Church in Agder, Norway

Gjøvdal Church (Gjøvdal kyrkje) is a parish church of the Church of Norway in Åmli Municipality in Agder county, Norway. It is located in the village of Askland in the Gjøv river valley. It is the church for the Gjøvdal parish which is part of the Aust-Nedenes prosti (deanery) in the Diocese of Agder og Telemark. The white, wooden church was built in a long church design in 1803 using plans drawn up by the architect Gjermund Gunnarson Veum. The church seats about 200 people.

==History==
The earliest existing historical records of the church date back to the year 1421, but the church was likely founded during the 1200s. The church is believed to be located on the same site as an ancient heathen hof. The first church was a stave church that served the whole Gjøvdal valley. The church was historically known as Askland Church since it is located in the village of Askland, but around the 1600s, it began to be known as the Gjøvdal Church, after the valley in which it is located. In 1724, the priest Niels Pedersen purchased all the churches in the Åmli prestegjeld when the King put them up for sale to help pay off his war debts in the great Norwegian church sale. Over the years, the ownership of the church passed between different people. In 1779, the people of the Gjøvdal area purchased the church together so that the congregation could own the building. After purchasing the church, the parish noted that the church was in poor condition and repairs were undertaken to improve the building.

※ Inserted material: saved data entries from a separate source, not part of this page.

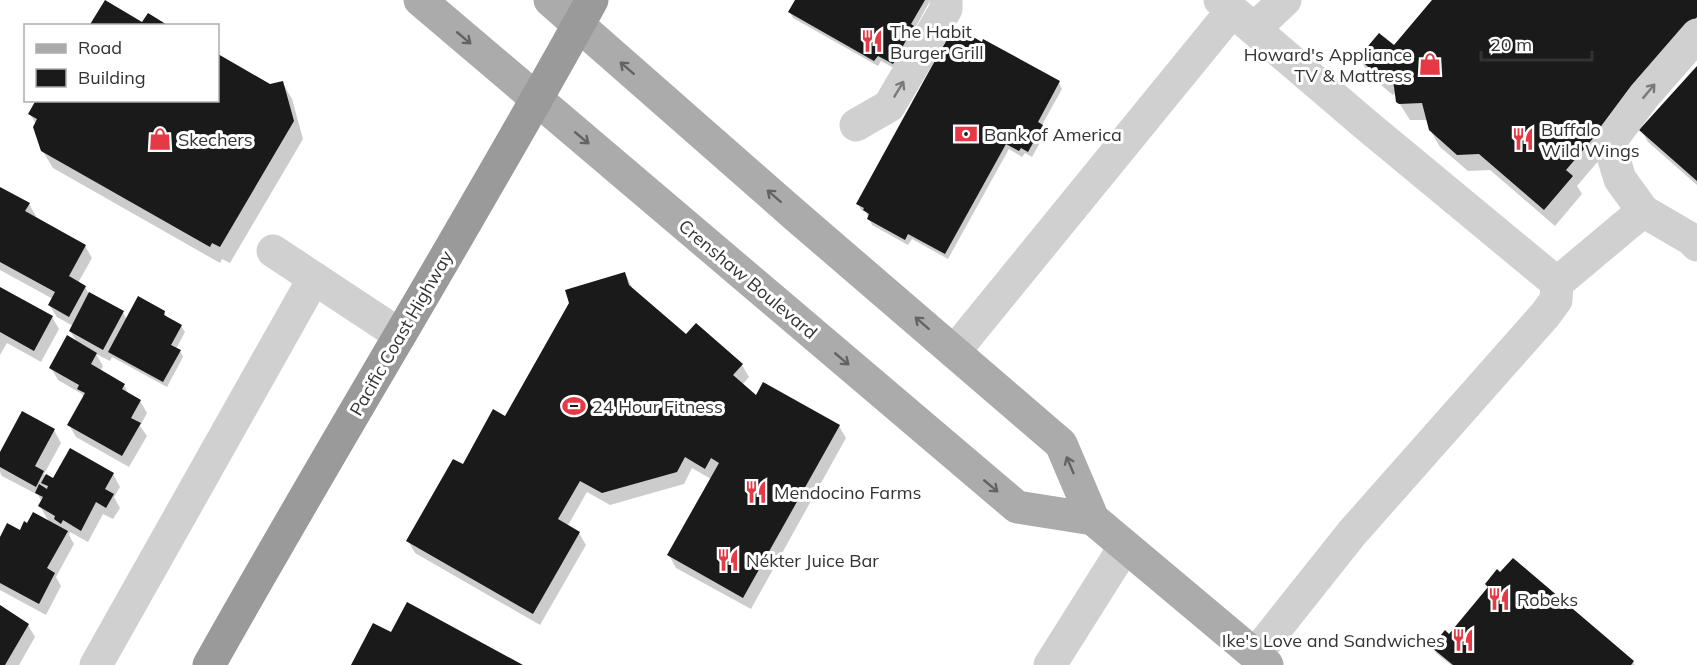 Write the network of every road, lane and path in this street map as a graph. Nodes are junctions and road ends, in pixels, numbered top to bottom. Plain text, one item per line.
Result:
1 (420, 0) edge
2 (550, 0) edge
3 (946, 0) edge
4 (1285, 0) edge
5 (585, 12) edge
6 (1235, 13) edge
7 (1697, 35) edge
8 (537, 100) junction
9 (856, 125) dead end
10 (1643, 211) junction
11 (1697, 245) edge
12 (273, 251) dead end
13 (314, 278) junction
14 (1557, 283) junction
15 (400, 335) junction
16 (954, 352) junction
17 (1093, 519) junction
18 (1125, 546) junction
19 (1261, 660) edge
20 (96, 665) edge
21 (209, 665) edge
22 (1050, 665) edge

1 -> 8 main road, Crenshaw Boulevard
2 - 5 main road
9 -> 3 lane
4 - 6 lane
5 - 8 highway, Pacific Coast Highway
16 -> 5 main road
6 - 14 lane
6 - 16 lane
10 -> 7 lane
8 - 15 highway, Pacific Coast Highway
8 -> 17 main road, Crenshaw Boulevard
10 - 11 lane
10 - 14 lane
12 - 13 lane
13 - 15 lane
13 - 20 lane
14 - 19 lane
15 - 21 highway, Pacific Coast Highway
17 -> 16 main road
17 - 18 main road
18 - 19 main road
18 - 22 lane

By the 1800s, the church was still in poor condition and the repairs had not helped a lot, so it was decided to tear down and replace the old stave church. The church was torn down in the spring of 1803. A new, larger timber-framed church was built that same year on the same site by Gjermund Gunnarson Veum from Fyresdal, a neighboring valley to the north. It has a rectangular nave, a straight-ended chancel and a sacristy to the east. To the west there is a tower with an entry porch at the base of the tower. During construction in the summer of 1803, the services took place outdoors. In the autumn of 1803, the church was enclosed, so the priest received permission from the bishop to use the church, although it took a couple more years before the church was fully completed. The altarpiece is called Gethsemane and it was completed in 1922. There was some restoration work done in 1953 to celebrate the 150th anniversary of its completion.